[Extracted records]
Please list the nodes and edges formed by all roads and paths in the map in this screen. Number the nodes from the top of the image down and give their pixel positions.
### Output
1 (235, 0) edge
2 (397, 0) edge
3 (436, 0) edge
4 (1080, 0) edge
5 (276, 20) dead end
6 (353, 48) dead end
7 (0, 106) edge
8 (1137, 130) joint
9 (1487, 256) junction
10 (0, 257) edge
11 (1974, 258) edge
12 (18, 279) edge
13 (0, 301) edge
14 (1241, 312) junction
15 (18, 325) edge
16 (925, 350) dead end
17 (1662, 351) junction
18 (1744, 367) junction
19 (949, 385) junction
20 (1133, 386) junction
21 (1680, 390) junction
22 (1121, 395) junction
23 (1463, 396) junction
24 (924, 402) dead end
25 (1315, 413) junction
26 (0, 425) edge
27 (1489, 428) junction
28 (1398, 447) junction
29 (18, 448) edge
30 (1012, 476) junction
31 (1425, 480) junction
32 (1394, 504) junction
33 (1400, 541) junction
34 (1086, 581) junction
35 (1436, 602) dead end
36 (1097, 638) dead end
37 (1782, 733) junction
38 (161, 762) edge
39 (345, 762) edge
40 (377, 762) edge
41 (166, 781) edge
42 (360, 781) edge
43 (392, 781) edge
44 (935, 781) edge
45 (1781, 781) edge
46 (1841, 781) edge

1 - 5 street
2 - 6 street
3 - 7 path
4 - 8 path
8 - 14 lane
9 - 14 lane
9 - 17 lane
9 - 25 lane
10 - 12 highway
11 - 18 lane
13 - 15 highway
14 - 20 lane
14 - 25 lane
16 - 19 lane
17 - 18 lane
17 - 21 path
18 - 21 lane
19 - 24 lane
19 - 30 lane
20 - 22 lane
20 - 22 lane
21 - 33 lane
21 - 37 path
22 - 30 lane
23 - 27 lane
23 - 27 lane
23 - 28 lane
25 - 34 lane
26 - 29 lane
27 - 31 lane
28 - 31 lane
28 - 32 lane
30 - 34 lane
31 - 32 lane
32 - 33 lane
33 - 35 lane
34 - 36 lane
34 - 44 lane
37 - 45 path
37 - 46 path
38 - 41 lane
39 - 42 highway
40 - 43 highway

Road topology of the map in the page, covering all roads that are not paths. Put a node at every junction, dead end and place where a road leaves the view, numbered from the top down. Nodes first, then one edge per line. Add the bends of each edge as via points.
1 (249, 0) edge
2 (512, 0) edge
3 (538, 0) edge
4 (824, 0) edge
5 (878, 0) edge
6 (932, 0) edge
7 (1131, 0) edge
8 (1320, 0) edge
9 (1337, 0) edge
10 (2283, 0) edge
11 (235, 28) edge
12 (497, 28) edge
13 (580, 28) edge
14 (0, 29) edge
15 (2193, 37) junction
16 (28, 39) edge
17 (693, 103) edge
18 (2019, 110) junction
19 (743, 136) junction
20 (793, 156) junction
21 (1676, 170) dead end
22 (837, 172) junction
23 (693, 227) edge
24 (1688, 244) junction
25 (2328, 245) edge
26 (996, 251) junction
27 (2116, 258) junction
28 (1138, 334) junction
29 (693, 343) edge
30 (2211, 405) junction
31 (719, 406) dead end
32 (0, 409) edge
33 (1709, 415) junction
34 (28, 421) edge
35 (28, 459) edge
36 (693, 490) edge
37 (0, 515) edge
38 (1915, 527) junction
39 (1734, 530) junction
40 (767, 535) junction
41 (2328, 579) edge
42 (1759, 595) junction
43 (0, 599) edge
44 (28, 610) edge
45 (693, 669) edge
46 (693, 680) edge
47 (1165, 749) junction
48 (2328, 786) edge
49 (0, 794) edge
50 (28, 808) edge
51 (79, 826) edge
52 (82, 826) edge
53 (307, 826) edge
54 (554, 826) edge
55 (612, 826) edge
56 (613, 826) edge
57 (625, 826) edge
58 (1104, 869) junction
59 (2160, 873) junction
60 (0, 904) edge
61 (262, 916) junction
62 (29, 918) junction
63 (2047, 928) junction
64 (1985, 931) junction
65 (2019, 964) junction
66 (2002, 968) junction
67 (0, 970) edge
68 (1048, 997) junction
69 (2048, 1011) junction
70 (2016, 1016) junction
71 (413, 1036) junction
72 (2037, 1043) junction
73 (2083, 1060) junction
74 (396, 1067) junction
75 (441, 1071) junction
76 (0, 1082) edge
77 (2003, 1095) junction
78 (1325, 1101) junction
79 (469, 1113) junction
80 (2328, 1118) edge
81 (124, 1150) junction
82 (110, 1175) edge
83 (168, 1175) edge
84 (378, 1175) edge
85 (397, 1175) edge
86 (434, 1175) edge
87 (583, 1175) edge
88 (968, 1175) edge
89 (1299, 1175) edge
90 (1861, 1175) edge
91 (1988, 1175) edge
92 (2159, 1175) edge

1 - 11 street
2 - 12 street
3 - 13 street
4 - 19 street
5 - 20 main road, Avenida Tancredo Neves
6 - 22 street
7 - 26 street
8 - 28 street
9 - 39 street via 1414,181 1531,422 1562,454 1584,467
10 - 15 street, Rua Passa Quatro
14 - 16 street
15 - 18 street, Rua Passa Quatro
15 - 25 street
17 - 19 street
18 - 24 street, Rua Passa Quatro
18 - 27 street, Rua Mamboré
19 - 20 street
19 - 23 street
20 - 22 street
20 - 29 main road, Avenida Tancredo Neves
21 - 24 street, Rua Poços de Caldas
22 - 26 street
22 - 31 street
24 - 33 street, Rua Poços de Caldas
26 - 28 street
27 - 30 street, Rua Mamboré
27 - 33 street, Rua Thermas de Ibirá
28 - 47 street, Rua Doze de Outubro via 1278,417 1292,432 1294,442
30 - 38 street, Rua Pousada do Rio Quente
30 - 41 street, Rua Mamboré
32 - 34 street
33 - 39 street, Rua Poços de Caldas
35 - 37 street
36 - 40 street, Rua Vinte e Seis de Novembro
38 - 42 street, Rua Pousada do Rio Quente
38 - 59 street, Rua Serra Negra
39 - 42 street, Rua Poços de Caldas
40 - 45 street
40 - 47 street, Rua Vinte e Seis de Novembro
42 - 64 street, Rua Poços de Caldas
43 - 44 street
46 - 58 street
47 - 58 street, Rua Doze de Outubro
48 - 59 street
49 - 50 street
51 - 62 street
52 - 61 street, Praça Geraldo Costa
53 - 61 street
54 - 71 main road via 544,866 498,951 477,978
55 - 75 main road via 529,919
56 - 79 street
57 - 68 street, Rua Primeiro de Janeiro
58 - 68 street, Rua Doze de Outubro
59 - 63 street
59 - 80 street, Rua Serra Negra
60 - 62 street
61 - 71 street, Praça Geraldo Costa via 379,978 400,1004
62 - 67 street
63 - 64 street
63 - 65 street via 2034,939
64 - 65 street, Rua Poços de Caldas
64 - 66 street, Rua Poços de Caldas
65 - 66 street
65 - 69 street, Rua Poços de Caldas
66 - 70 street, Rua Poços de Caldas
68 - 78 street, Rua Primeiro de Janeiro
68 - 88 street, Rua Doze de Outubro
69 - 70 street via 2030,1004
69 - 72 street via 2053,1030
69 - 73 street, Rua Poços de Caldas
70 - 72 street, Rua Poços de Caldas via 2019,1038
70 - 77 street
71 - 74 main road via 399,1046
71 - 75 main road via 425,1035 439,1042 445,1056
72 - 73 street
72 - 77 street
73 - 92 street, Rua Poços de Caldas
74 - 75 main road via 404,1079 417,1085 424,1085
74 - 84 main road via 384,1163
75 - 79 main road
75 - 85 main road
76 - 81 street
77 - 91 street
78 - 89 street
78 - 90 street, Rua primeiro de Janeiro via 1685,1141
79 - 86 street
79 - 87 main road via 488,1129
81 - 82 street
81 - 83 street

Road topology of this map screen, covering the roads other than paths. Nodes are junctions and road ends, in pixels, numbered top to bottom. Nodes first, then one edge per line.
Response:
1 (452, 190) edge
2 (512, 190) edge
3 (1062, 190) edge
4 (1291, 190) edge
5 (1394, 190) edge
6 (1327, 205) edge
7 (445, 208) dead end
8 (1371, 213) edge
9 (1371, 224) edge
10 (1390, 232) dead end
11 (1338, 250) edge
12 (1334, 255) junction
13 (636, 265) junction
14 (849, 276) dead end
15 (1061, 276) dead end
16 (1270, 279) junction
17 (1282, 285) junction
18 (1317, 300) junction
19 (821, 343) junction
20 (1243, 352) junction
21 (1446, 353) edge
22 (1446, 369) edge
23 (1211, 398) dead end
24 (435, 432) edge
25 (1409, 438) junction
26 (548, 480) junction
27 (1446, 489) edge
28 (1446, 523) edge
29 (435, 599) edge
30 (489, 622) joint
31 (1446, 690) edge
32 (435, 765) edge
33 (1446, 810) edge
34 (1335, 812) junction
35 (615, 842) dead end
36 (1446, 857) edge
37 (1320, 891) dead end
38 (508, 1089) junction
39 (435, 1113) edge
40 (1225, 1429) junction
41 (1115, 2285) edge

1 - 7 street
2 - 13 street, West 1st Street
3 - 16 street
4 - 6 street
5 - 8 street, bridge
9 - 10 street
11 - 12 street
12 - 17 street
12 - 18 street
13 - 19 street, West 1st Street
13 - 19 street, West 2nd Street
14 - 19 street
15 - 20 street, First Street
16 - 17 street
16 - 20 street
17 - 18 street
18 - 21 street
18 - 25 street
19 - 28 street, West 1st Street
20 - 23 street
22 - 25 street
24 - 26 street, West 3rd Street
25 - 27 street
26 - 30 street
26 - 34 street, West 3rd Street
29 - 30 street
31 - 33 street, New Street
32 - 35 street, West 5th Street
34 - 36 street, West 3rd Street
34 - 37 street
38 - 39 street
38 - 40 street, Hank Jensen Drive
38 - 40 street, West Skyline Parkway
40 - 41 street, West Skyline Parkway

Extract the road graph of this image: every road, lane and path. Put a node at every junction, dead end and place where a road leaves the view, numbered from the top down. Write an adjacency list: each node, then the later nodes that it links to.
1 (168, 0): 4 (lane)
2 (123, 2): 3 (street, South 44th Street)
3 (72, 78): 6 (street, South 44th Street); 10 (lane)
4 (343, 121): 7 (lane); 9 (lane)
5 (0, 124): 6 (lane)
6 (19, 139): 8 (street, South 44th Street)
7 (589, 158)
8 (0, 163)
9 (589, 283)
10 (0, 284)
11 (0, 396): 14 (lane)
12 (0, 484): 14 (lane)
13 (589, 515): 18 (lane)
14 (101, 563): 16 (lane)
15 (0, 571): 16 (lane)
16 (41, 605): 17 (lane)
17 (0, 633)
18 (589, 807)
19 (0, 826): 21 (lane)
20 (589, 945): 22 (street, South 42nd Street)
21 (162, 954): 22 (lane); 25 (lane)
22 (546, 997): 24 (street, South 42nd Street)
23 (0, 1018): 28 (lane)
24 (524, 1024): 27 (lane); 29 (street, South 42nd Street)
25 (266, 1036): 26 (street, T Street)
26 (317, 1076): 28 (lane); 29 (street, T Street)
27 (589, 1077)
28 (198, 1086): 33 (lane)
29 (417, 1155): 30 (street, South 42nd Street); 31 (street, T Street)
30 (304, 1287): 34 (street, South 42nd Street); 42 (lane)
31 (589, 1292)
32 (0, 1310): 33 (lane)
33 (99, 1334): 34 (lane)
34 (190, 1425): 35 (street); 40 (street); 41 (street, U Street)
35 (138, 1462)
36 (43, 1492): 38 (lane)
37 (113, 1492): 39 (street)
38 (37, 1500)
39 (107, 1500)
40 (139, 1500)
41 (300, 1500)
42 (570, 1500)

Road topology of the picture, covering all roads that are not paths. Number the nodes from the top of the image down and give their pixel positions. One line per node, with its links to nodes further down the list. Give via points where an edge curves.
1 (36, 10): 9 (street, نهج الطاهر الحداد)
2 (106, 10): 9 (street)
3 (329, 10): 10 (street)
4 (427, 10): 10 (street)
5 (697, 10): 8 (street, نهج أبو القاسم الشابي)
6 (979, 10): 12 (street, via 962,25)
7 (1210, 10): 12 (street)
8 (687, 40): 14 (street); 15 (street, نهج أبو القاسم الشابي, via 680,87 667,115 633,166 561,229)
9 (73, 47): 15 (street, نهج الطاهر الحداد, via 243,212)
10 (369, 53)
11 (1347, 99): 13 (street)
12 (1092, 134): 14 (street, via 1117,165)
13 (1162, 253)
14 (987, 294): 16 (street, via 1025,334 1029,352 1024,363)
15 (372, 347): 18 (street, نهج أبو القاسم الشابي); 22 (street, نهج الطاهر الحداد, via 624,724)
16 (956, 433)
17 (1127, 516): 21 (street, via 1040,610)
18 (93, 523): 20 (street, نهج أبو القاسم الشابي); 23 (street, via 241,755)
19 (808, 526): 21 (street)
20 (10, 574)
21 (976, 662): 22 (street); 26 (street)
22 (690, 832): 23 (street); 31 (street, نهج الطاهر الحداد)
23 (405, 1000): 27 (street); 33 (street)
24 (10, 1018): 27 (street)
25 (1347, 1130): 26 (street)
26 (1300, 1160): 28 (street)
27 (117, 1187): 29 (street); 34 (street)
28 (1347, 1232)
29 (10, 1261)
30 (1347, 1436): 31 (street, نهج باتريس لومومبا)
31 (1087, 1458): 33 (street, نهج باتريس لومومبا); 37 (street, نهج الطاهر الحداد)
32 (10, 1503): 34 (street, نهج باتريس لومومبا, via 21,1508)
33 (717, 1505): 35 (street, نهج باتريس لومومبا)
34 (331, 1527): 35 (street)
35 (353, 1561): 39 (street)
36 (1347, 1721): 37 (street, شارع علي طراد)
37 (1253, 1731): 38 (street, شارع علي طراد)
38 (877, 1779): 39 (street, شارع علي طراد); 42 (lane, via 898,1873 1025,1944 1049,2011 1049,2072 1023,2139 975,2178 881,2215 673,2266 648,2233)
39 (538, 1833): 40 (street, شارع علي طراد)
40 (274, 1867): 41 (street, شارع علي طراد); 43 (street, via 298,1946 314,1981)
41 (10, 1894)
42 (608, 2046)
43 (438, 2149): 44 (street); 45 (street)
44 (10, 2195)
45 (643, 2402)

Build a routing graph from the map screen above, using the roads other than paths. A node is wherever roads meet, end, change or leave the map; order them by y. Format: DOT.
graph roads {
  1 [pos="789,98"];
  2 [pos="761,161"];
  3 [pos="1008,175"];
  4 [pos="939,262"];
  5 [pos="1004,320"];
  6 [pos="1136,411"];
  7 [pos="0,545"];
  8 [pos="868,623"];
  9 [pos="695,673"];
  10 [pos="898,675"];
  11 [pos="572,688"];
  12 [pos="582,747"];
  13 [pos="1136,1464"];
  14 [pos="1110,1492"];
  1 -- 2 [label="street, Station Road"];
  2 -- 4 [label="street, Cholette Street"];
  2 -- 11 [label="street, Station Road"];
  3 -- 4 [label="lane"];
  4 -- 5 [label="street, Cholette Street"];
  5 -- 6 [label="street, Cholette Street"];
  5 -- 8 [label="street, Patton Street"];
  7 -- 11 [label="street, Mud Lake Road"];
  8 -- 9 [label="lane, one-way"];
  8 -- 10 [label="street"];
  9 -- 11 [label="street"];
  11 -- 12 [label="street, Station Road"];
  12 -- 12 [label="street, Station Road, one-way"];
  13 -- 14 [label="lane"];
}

_Your instructions:_ Which lines above contain the word "Costa"? Copy all of them.

_Written response:_
52 - 61 street, Praça Geraldo Costa
61 - 71 street, Praça Geraldo Costa via 379,978 400,1004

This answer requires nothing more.